Below are some entries. Output each one exactly as it appears.
____ Data extract
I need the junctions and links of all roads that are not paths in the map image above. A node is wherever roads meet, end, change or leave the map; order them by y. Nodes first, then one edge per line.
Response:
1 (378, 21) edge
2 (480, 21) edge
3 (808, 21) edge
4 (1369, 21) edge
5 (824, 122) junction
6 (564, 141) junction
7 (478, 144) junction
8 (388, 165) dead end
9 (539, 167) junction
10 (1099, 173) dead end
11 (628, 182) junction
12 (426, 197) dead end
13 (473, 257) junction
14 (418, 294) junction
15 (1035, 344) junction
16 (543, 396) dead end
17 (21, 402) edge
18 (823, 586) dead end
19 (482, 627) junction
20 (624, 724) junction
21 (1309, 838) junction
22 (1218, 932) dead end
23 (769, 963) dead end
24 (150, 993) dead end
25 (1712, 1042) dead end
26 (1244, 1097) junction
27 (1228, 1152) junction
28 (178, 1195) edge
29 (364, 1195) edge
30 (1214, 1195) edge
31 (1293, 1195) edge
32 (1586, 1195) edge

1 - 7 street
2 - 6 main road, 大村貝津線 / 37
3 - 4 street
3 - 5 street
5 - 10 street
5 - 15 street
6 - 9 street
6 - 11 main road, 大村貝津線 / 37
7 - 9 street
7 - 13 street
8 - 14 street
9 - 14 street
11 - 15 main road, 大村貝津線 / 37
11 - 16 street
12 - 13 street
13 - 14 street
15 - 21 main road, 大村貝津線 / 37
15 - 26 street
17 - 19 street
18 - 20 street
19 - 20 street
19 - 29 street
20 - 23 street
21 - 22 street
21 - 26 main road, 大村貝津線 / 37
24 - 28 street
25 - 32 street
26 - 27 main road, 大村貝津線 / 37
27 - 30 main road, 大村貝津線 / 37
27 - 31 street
________
### Exercise output
I need the junctions and links of all roads that are not paths in the map image above. A node is wherever roads meet, end, change or leave the map; order them by y. Nodes first, then one edge per line.
Response:
1 (378, 21) edge
2 (480, 21) edge
3 (808, 21) edge
4 (1369, 21) edge
5 (824, 122) junction
6 (564, 141) junction
7 (478, 144) junction
8 (388, 165) dead end
9 (539, 167) junction
10 (1099, 173) dead end
11 (628, 182) junction
12 (426, 197) dead end
13 (473, 257) junction
14 (418, 294) junction
15 (1035, 344) junction
16 (543, 396) dead end
17 (21, 402) edge
18 (823, 586) dead end
19 (482, 627) junction
20 (624, 724) junction
21 (1309, 838) junction
22 (1218, 932) dead end
23 (769, 963) dead end
24 (150, 993) dead end
25 (1712, 1042) dead end
26 (1244, 1097) junction
27 (1228, 1152) junction
28 (178, 1195) edge
29 (364, 1195) edge
30 (1214, 1195) edge
31 (1293, 1195) edge
32 (1586, 1195) edge

1 - 7 street
2 - 6 main road, 大村貝津線 / 37
3 - 4 street
3 - 5 street
5 - 10 street
5 - 15 street
6 - 9 street
6 - 11 main road, 大村貝津線 / 37
7 - 9 street
7 - 13 street
8 - 14 street
9 - 14 street
11 - 15 main road, 大村貝津線 / 37
11 - 16 street
12 - 13 street
13 - 14 street
15 - 21 main road, 大村貝津線 / 37
15 - 26 street
17 - 19 street
18 - 20 street
19 - 20 street
19 - 29 street
20 - 23 street
21 - 22 street
21 - 26 main road, 大村貝津線 / 37
24 - 28 street
25 - 32 street
26 - 27 main road, 大村貝津線 / 37
27 - 30 main road, 大村貝津線 / 37
27 - 31 street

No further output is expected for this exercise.